### ASSIGNED TASK
Nothing but a number should be given: the count of lines in the listing that include "ring".

AVAILABLE RECORDS START

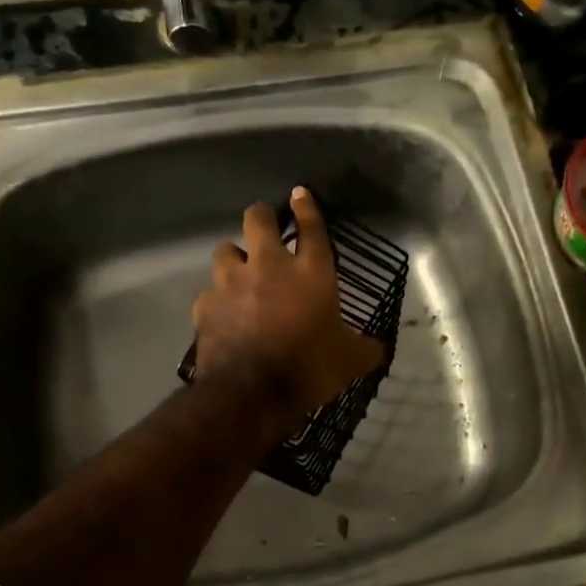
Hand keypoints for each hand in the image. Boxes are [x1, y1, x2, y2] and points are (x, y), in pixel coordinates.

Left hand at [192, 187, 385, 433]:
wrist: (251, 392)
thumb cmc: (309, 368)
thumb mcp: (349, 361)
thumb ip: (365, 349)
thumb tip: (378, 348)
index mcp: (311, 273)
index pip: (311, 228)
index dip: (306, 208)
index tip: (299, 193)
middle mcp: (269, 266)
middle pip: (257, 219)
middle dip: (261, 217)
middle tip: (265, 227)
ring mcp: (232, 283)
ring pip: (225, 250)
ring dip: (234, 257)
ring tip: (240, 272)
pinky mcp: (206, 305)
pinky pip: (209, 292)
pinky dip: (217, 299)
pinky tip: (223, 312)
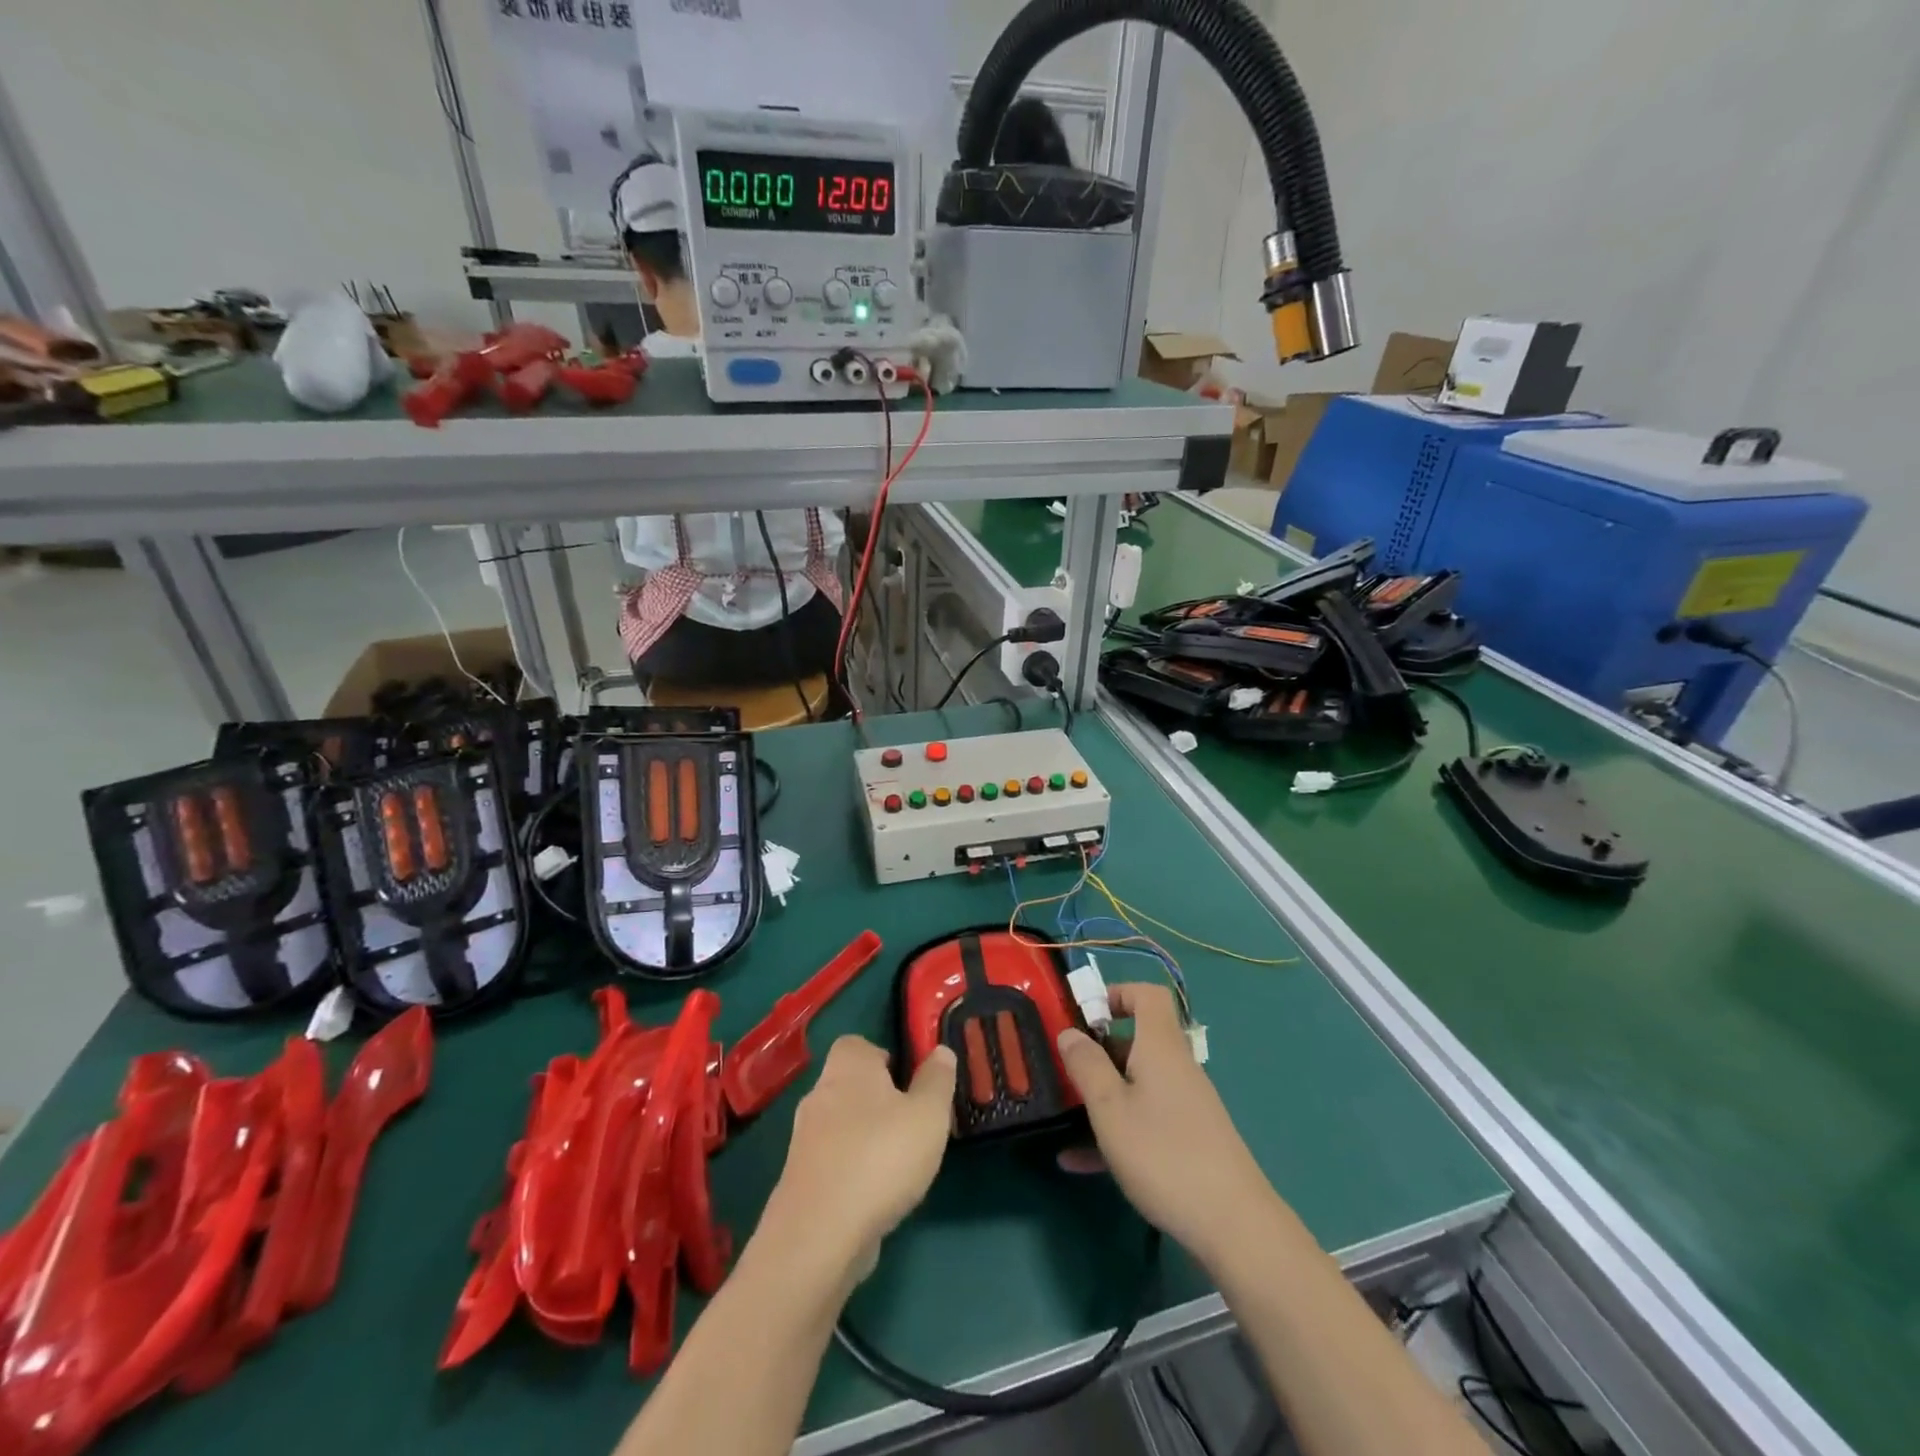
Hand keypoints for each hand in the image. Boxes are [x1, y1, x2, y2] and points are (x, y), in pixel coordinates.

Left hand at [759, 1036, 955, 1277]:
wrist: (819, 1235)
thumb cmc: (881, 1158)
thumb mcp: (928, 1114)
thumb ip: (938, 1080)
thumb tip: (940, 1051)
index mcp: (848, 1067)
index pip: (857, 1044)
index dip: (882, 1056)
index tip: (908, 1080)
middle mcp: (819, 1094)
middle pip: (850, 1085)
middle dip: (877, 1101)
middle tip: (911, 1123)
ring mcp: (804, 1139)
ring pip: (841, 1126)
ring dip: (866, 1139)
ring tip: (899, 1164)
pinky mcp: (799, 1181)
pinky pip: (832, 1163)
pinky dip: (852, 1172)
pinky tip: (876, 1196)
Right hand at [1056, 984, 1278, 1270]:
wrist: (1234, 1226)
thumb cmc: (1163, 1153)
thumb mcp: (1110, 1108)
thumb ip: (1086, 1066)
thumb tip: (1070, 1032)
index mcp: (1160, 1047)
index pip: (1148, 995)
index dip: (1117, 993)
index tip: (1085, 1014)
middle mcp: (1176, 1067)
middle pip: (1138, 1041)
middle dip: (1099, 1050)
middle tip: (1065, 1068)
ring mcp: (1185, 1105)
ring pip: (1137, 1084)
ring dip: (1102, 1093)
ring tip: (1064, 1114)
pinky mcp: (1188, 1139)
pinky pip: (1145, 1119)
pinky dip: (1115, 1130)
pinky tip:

AVAILABLE RECORDS END

### RESULT FOR THIS EXERCISE
12